Потом он вспомнил свой уход из станицы вместе с хорунжим Фролом Авдотьевым и битву у степной речки Калалах, где Фрол, спасая отряд, сложил голову. Припомнился Измаил, и Персидский поход, и несостоявшийся поход в Индию. И всплыло курносое лицо Павла с разбитым виском и шарфом на шее.
— О, господи, — тяжело вздохнул он и перекрестился. Потом стал припоминать, кто до него атаманил, решал за этим столом казачьи дела. Он, Платов, сменил Орлова, а до того был Иловайский Алексей Иванович, опочивший при коронации Павла. А до Иловайского атаманил Ефремов Степан, сменивший своего отца…
В комнату вползали сумерки. С улицы доносился говор, пьяные крики и нетерпеливое позвякивание колоколец тройки. Сегодня в честь знаменательного события — вступления в должность нового атамана — Черкасск бражничал.
Направляясь домой, Матвей Иванович сказал кучеру:
— Поезжай вокруг пруда.
В центре городка находился пруд, пристанище для уток и гусей, комаров и лягушек. Сюда лили помои и здесь же казачки, те, кто жил неподалеку, стирали белье. И сейчас, несмотря на праздничный день, две молодайки занимались делом на мостках. Одна полоскала подштаники, а вторая яростно колотила вальком.
— Бога б побоялись, грешницы! — крикнул им кучер.
Те и ухом не повели. С гоготанием брызнула в стороны от дороги гусиная стая, и босоногая девчонка с хворостиной в руках из-под руки поглядела на тройку.
И еще повстречался пьяный казак. Он шел по дороге, раскачиваясь из стороны в сторону, в выпущенной рубахе. Увидя тройку, сошел с дороги, стал во фронт и, с трудом удерживаясь на ногах, приложил к голове руку.

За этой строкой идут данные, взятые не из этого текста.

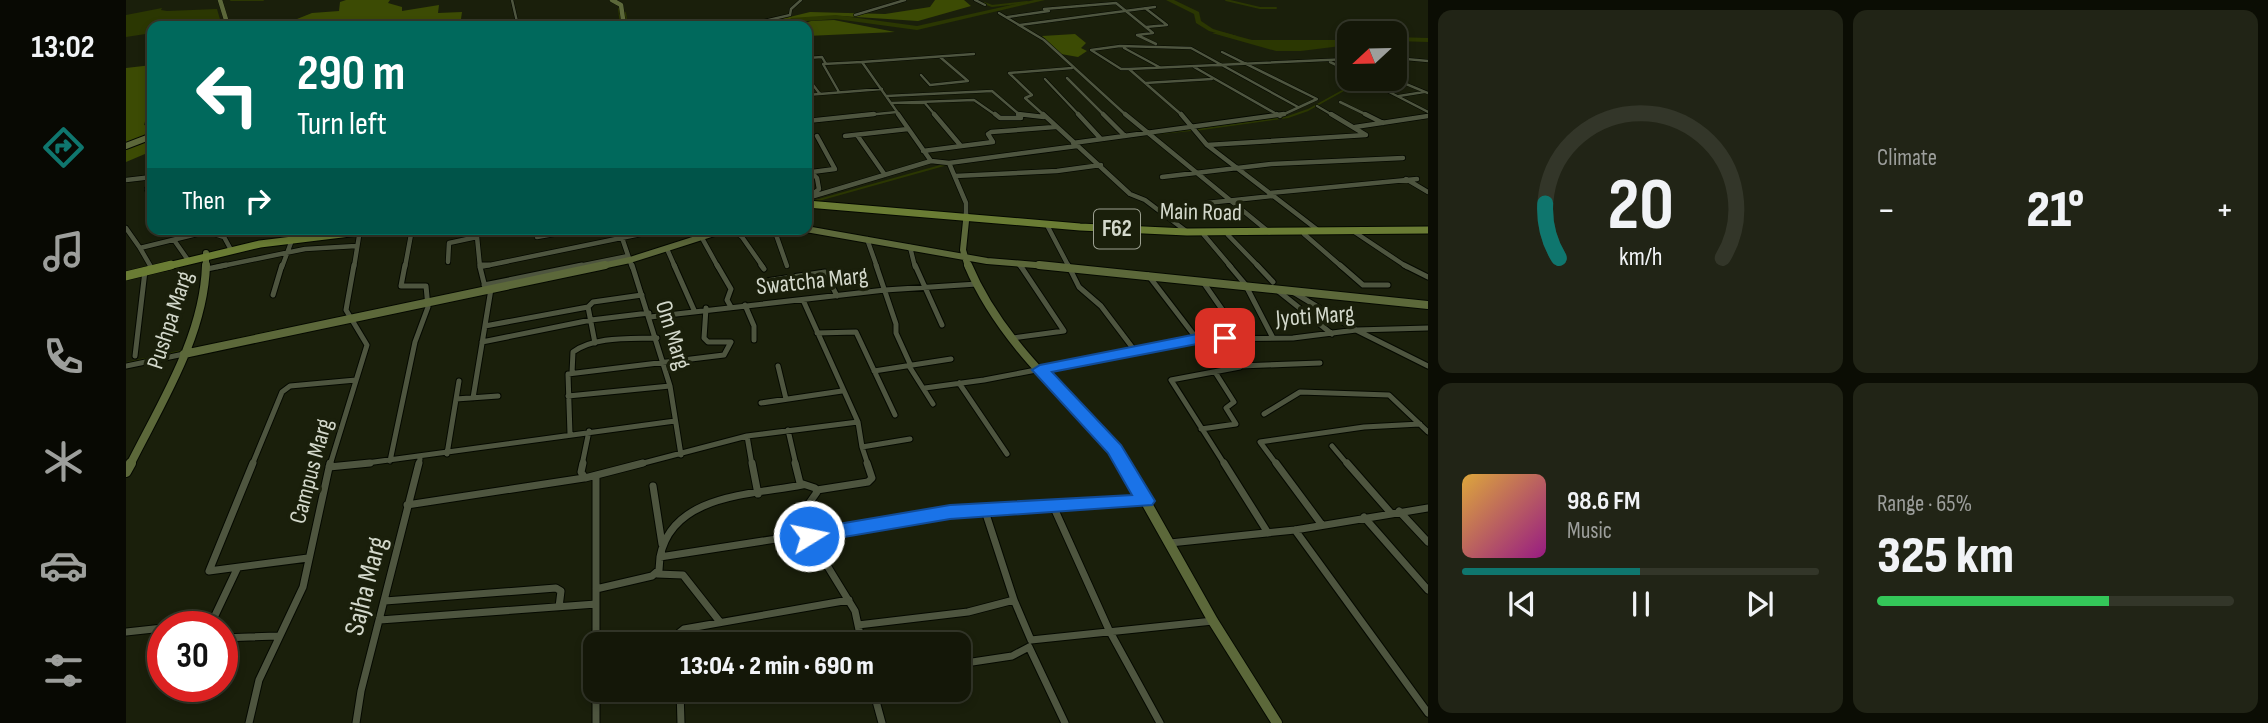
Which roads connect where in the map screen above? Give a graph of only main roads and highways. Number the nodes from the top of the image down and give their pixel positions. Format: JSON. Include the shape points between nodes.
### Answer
{"nodes":[{"id":1,"x":812,"y":204,"type":"edge"},
{"id":2,"x":966,"y":219,"type":"junction"},
{"id":3,"x":1428,"y":231,"type":"edge"},
{"id":4,"x":1321,"y":232,"type":"junction"},
{"id":5,"x":1189,"y":233,"type":"junction"},
{"id":6,"x":1270,"y":233,"type":"junction"},
{"id":7,"x":315,"y":235,"type":"edge"},
{"id":8,"x":290,"y":238,"type":"junction"},
{"id":9,"x":206,"y":254,"type":"junction"},
{"id":10,"x":126,"y":274,"type":"edge"}],
"edges":[{"from":1,"to":2,"type":"main road","name":"Main Road","number":"F62"},
{"from":2,"to":5,"type":"main road","name":"Main Road","number":"F62"},
{"from":2,"to":5,"type":"main road","name":"Main Road","number":"F62"},
{"from":3,"to":4,"type":"main road","name":"Main Road","number":"F62"},
{"from":3,"to":4,"type":"main road","name":"Main Road","number":"F62"},
{"from":4,"to":6,"type":"main road","name":"Main Road","number":"F62"},
{"from":4,"to":6,"type":"main road","name":"Main Road","number":"F62"},
{"from":5,"to":6,"type":"main road","name":"Main Road","number":"F62"},
{"from":5,"to":6,"type":"main road","name":"Main Road","number":"F62"},
{"from":7,"to":8,"type":"main road"},
{"from":8,"to":9,"type":"main road"},
{"from":8,"to":9,"type":"main road"},
{"from":9,"to":10,"type":"main road"}]}
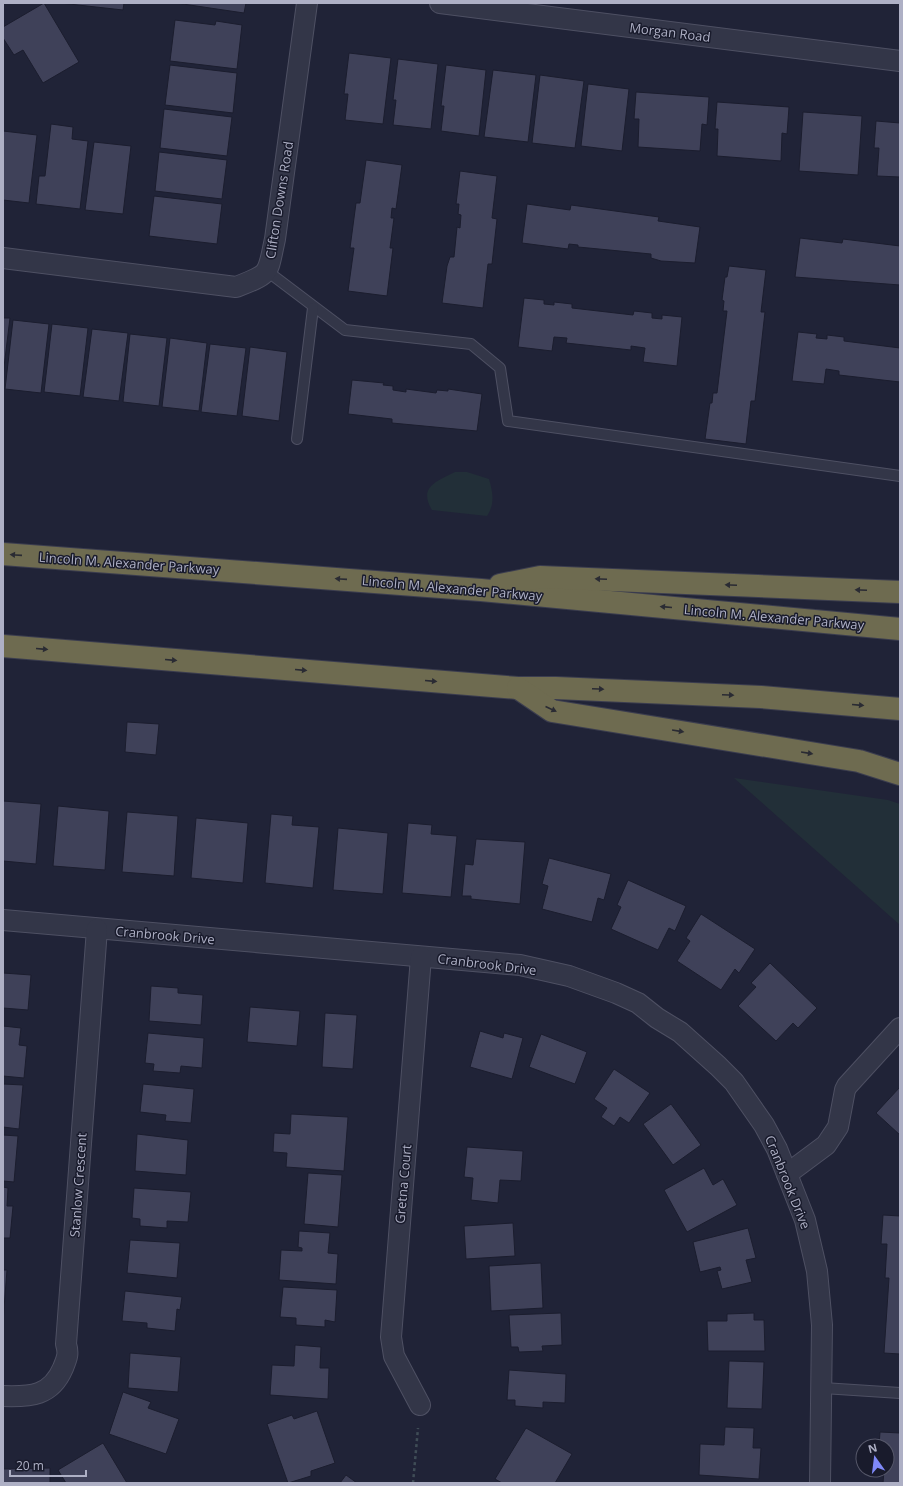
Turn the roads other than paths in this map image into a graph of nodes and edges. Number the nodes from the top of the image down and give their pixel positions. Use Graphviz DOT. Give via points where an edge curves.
graph roads {
  1 [pos="307,3"];
  2 [pos="440,3"];
  3 [pos="900,61"];
  4 [pos="3,258"];
  5 [pos="268,271"];
  6 [pos="313,308"];
  7 [pos="297,439"];
  8 [pos="900,476"];
  9 [pos="3,554"];
  10 [pos="481,590"];
  11 [pos="900,592"];
  12 [pos="900,628"];
  13 [pos="3,646"];
  14 [pos="518,688"];
  15 [pos="900,709"];
  16 [pos="900,774"];
  17 [pos="3,920"];
  18 [pos="97,929"];
  19 [pos="421,957"];
  20 [pos="900,1028"];
  21 [pos="787,1174"];
  22 [pos="822,1388"];
  23 [pos="900,1393"];
  24 [pos="3,1396"];
  25 [pos="420,1405"];
  26 [pos="820,1483"];
  1 -- 5 [label="street, Clifton Downs Road" via="276,239"];
  2 -- 3 [label="street, Morgan Road"];
  4 -- 5 [label="street, Clifton Downs Road" via="236,286 261,277"];
  5 -- 6 [label="lane"];
  6 -- 7 [label="lane"];
  6 -- 8 [label="lane" via="345,330 471,344 500,368 508,421"];
  10 -- 9 [label="highway, Lincoln M. Alexander Parkway, one-way"];
  11 -- 10 [label="highway, one-way" via="540,576"];
  12 -- 10 [label="highway, Lincoln M. Alexander Parkway, one-way"];
  13 -- 14 [label="highway, one-way"];
  14 -- 15 [label="highway, one-way" via="761,697"];
  14 -- 16 [label="highway, one-way" via="552,711 859,761"];
  17 -- 18 [label="street, Cranbrook Drive"];
  18 -- 19 [label="street, Cranbrook Drive"];
  18 -- 24 [label="street, Stanlow Crescent" via="66,1344 69,1355 60,1376 42,1393"];
  19 -- 21 [label="street, Cranbrook Drive" via="520,965 569,976 638,1003 699,1047 734,1082 764,1125"];
  19 -- 25 [label="street, Gretna Court" via="391,1337 394,1356"];
  20 -- 21 [label="street" via="850,1081 845,1090 838,1127 826,1145"];
  21 -- 22 [label="street, Cranbrook Drive" via="805,1220 818,1271 822,1324"];
  22 -- 23 [label="lane"];
  22 -- 26 [label="street, Cranbrook Drive"];
}
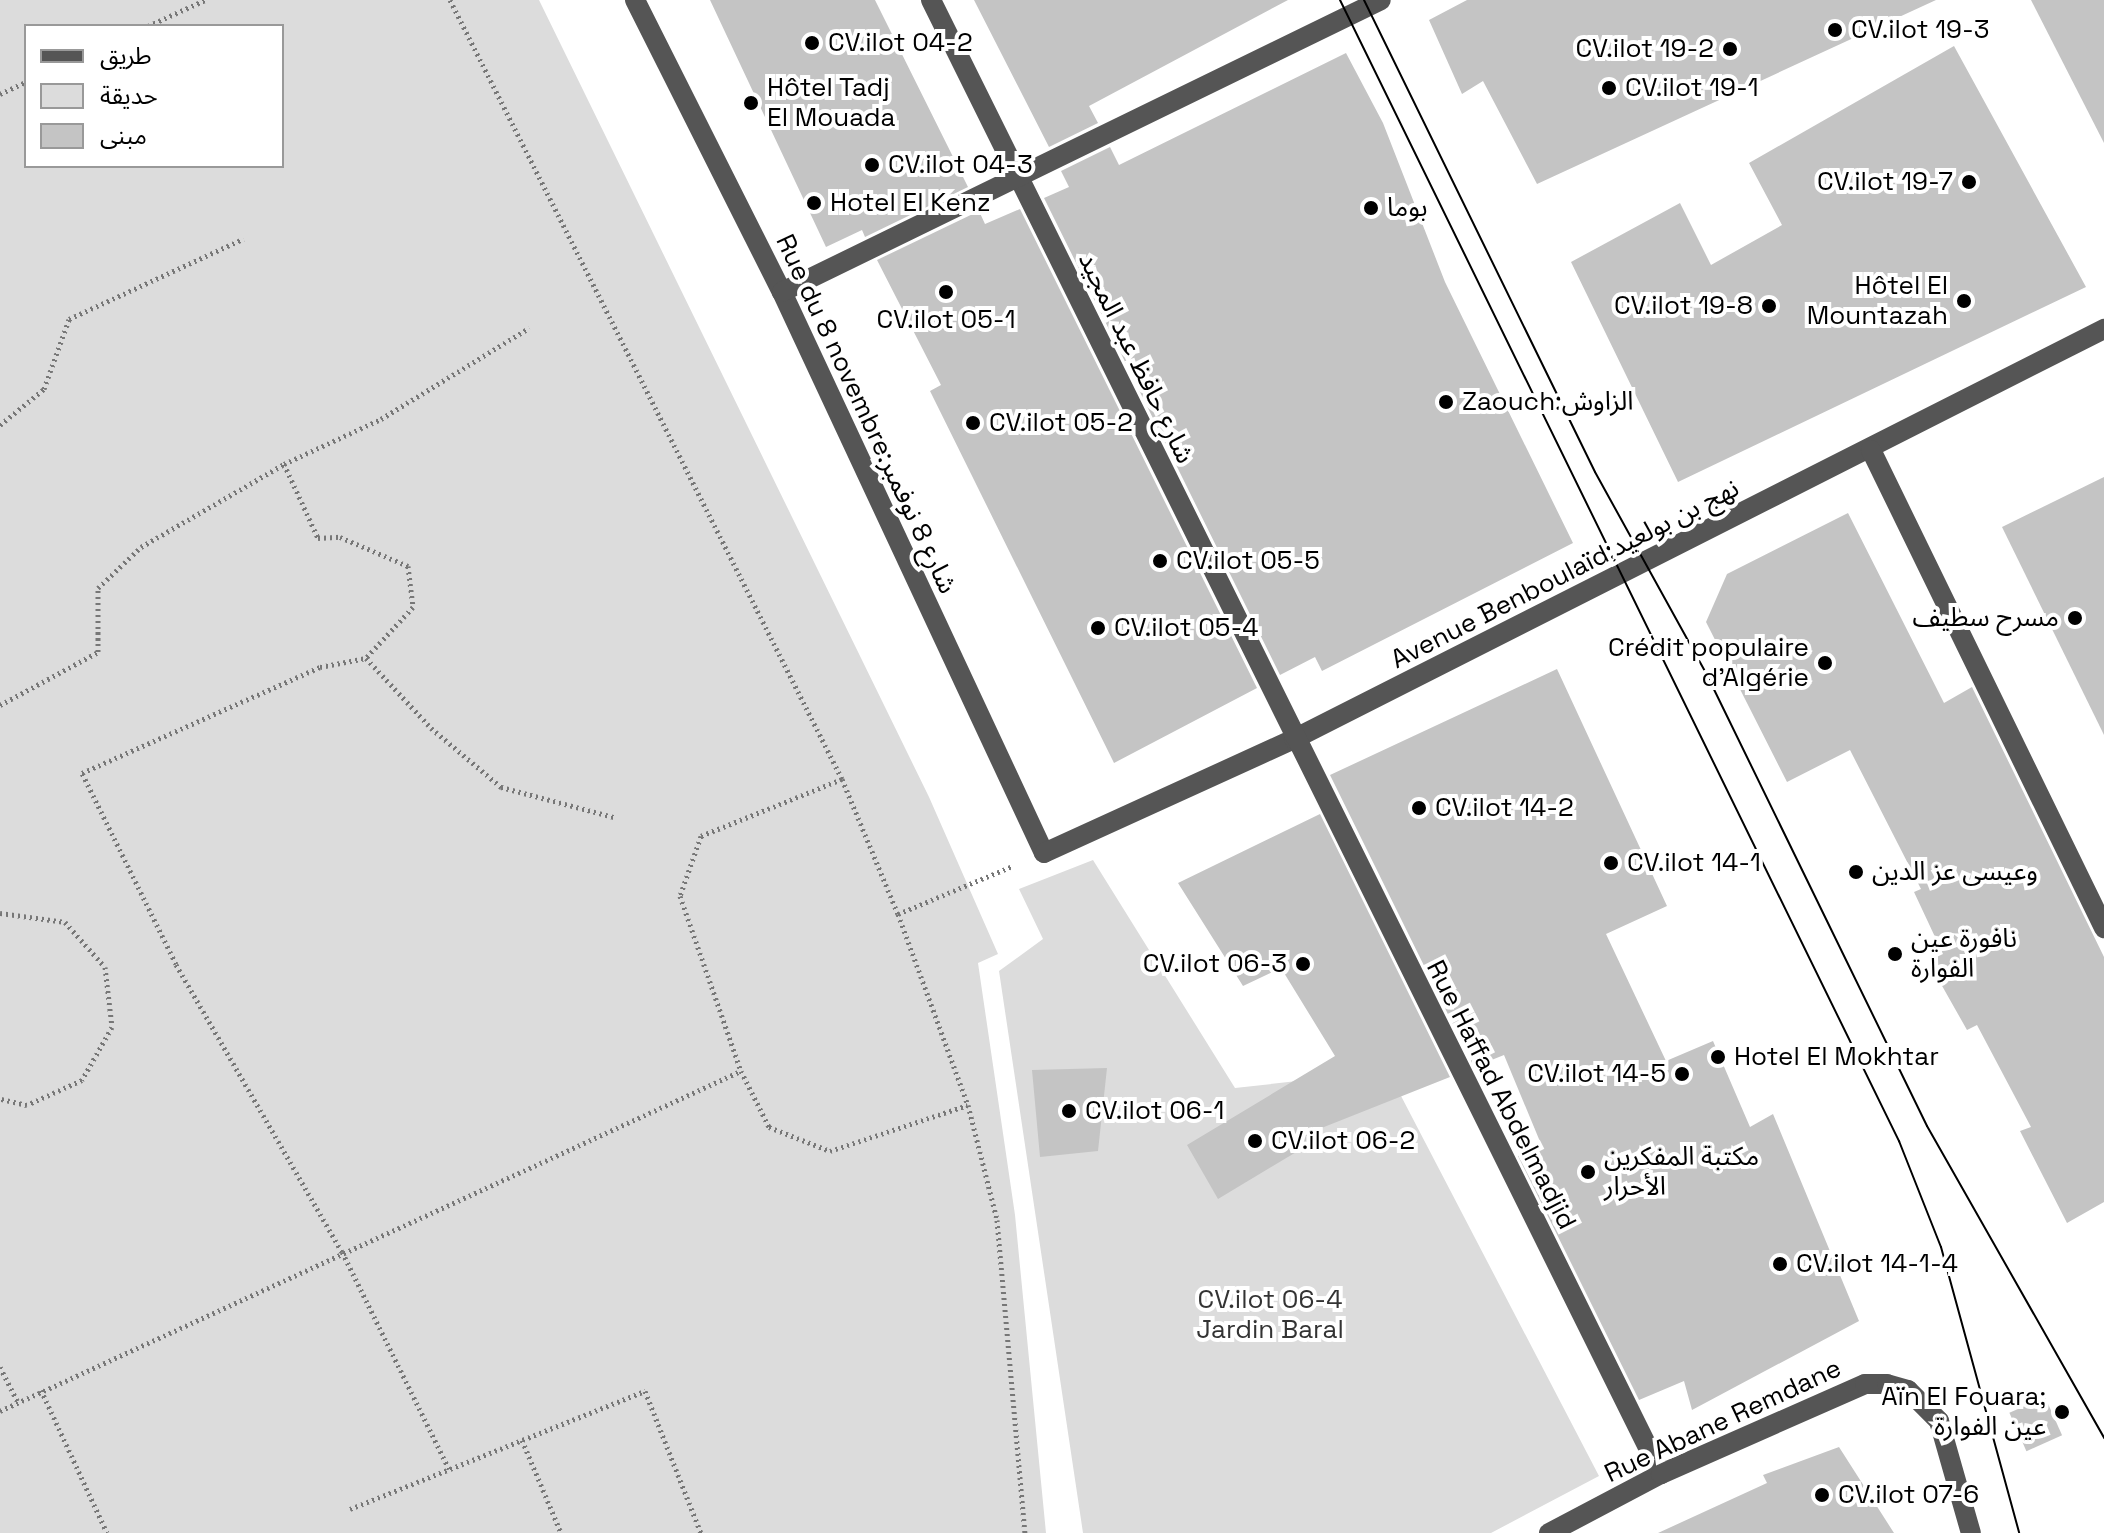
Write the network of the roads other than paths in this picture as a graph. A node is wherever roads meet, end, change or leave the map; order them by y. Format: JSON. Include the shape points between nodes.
{"nodes":[{"id":1,"x":635,"y":0,"type":"edge"},
{"id":2,"x":931,"y":0,"type":"edge"},
{"id":3,"x":1381,"y":0,"type":"edge"},
{"id":4,"x":1019,"y":178,"type":"junction"},
{"id":5,"x":782,"y":292,"type":"junction"},
{"id":6,"x":2104,"y":329,"type":"edge"},
{"id":7,"x":1871,"y":450,"type":"junction"},
{"id":8,"x":1294,"y":739,"type":"junction"},
{"id":9,"x":1044,"y":853,"type":"joint"},
{"id":10,"x":2104,"y":928,"type":"edge"},
{"id":11,"x":1661,"y":1474,"type":"junction"},
{"id":12,"x":1549,"y":1533,"type":"edge"},
{"id":13,"x":1971,"y":1533,"type":"edge"}],
"edges":[{"from":1,"to":5,"type":"street","name":"Rue du 8 novembre;شارع 8 نوفمبر"},
{"from":2,"to":4,"type":"street","name":"شارع حافظ عبد المجيد"},
{"from":3,"to":4,"type":"street"},
{"from":4,"to":5,"type":"street"},
{"from":4,"to":8,"type":"street","name":"شارع حافظ عبد المجيد"},
{"from":5,"to":9,"type":"street","name":"Rue du 8 novembre;شارع 8 نوفمبر"},
{"from":6,"to":7,"type":"street","name":"Avenue Benboulaïd;نهج بن بولعيد"},
{"from":7,"to":8,"type":"street","name":"Avenue Benboulaïd;نهج بن بولعيد"},
{"from":7,"to":10,"type":"street"},
{"from":8,"to":9,"type":"street","name":"Avenue Benboulaïd;نهج بن بولعيد"},
{"from":8,"to":11,"type":"street","name":"Rue Haffad Abdelmadjid"},
{"from":11,"to":12,"type":"street","name":"Rue Abane Remdane"},
{"from":11,"to":13,"type":"street","name":"Rue Abane Remdane","via":[[1865,1384],[1887,1384],[1908,1390],[1939,1421]]}]}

— К пустой башке руку не прикладывают! — крикнул ему кучер и стеганул коренного рысака.
А Матвею Ивановичу пришла на память старая-престарая байка о том, как в свой первый приезд на Дон император Петр увидел голого казака, однако ж с саблей через плечо. «А где рубаха и порты?» — спросил его Великий. «У шинкаря», — ответил тот, едва ворочая языком. «А чоботы?» — «Тоже там». — «А что же не заложил саблю?» — «Саблю нельзя. С ней я и рубаху, и порты, и чоботы достану». Ответ Петру так пришелся по душе, что он велел обрядить казака. Когда же учреждали печать Войска Донского, повелел на ней изобразить подгулявшего полуобнаженного казака, сидящего на бочке, но обязательно с саблей.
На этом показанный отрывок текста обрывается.